The neckline of the simple gown was no barrier to long fingers sliding under the lace trim to catch and tease her nipples. He rolled them between finger and thumb until she squirmed against him, panting with shocked pleasure. It was as though the wicked play of his fingers pulled on hot wires that led straight to the pulse that beat with urgent insistence between her legs. Averil moaned against his mouth and he stroked his tongue into hers as though to soothe, yet the caress was like pouring oil on to the flames of desire.

‘Please,’ she gasped against his lips. ‘Please …’

She did not know what she was asking for, what to expect. The night air on her legs as Luc’s hand lifted the full silken skirts made her stiffen, but his mouth and his other hand on her breast held her in thrall. Her hands were clasping his head, her fingers laced into the dark hair, his skull hard and shapely under her palms.

‘Relax,’ he said and she almost laughed because she was quivering with tension like an over-tightened violin string and surely she must snap. Luc had her sprawled in utter abandon across his thighs. The hand on her breast held her to him, the other smoothed back the rustling silken skirts until her legs and the paleness of her belly were exposed. In the semi-darkness the dark triangle at the top of her thighs showed stark against the white skin.

‘Luc,’ she whispered. It was shameful and shameless, but he was looking at her with utter concentration, his palm smoothing down over the quivering skin, and under her she felt the heat and thrust of his erection. He found her desirable, and that was infinitely exciting.

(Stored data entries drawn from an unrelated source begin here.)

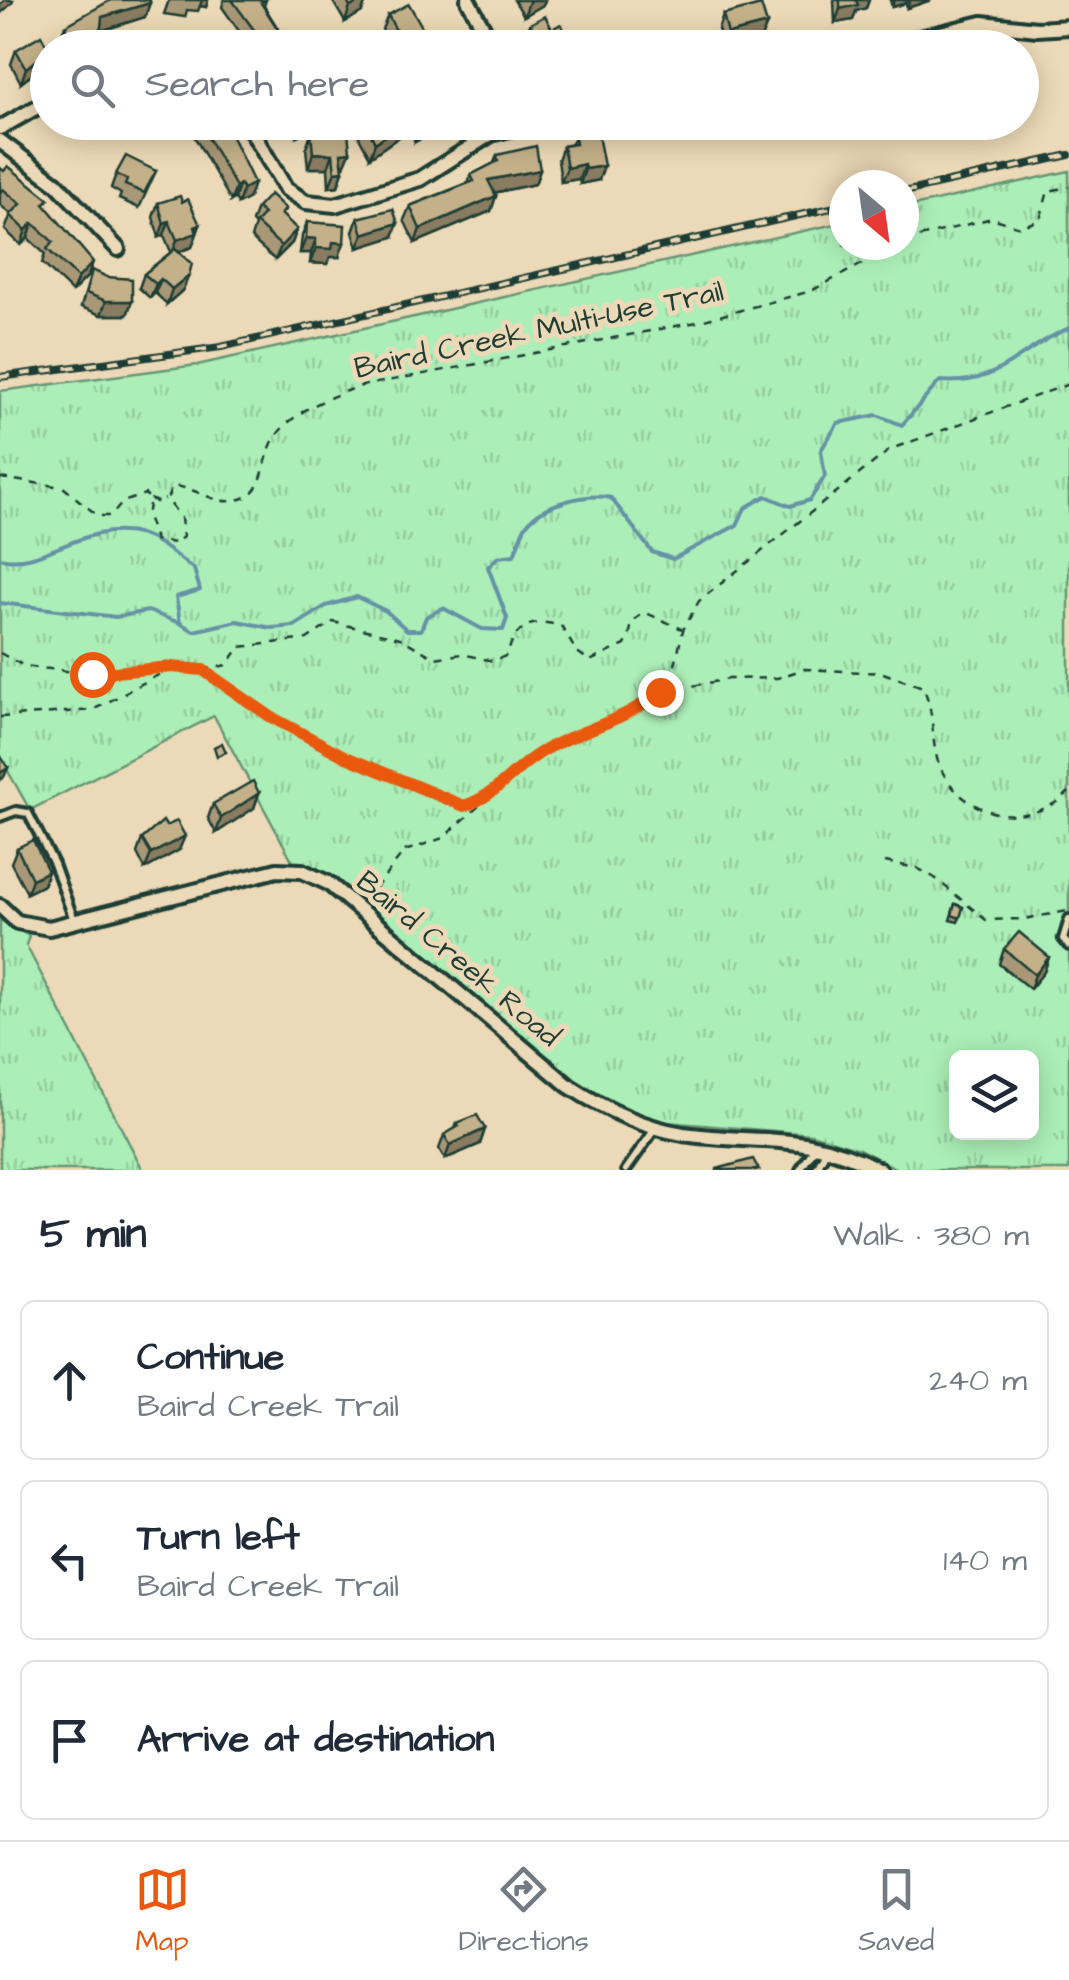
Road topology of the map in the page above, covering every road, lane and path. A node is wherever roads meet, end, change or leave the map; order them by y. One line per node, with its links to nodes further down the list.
1 (468, 0): 3 (street)
2 (1069, 27): 6 (street)
3 (484, 30)
4 (953, 30): 5 (street)
5 (1037, 30)
6 (1037, 30)
7 (30, 112): 8 (street)
8 (0, 128)
9 (256, 140): 10 (street)
10 (481, 140)
11 (0, 141): 14 (street)
12 (1069, 187): 13 (path)
13 (919, 237)
14 (118, 248)
15 (870, 260): 19 (path, Baird Creek Multi-Use Trail)
16 (1069, 384): 20 (path)
17 (0, 478): 18 (path)
18 (150, 499): 19 (path); 19 (path)
19 (167, 499)
20 (683, 630): 23 (path); 24 (path)
21 (0, 653): 22 (path)
22 (172, 667): 23 (path); 25 (path)
23 (203, 670): 27 (path)
24 (660, 692): 26 (path); 27 (path)
25 (0, 717)
26 (1069, 792)
27 (489, 798): 31 (path)
28 (0, 817): 33 (lane)
29 (886, 862): 32 (path)
30 (0, 906): 33 (street, Baird Creek Road)
31 (358, 908): 33 (street, Baird Creek Road); 35 (street, Baird Creek Road)
32 (1069, 915): 34 (lane)
33 (74, 922)
34 (1069, 946)
35 (656, 1128): 36 (street, Baird Creek Road); 37 (lane)
36 (822, 1146): 38 (lane); 39 (lane); 40 (street, Baird Creek Road)
37 (626, 1170)
38 (800, 1170)
39 (816, 1170)
40 (880, 1170)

But he had promised he would not take her virginity, so what happened now? Surely he would not leave her in this state—aching and needing and so taut that she was trembling?

His big, calloused hand cupped her mound under its sheltering curls as his mouth caught her whimper of protest. One finger slid between the hot, wet folds and began to rub in time to the thrust of his tongue and Averil arched into his palm, pressing against it, instinctively trying to intensify the pleasure.

He had found that tiny knot of sensation where the strange, aching pulse quivered into life every time he touched her and he teased it until he found the rhythm that had her sobbing into his mouth. ‘More,’ she said, her tongue tangling the word into a groan. ‘Oh, more, Luc. More.’

Somehow he must have understood. He lifted his mouth from hers and she saw the glint of moonlight on his teeth as he smiled. ‘More like this?’ he asked and slid a finger deep into her.

She clenched around him, tight, desperate, as the tension swept through her, an irresistible wave, and she lost all hold on reality and screamed as his kiss swallowed the betraying sound.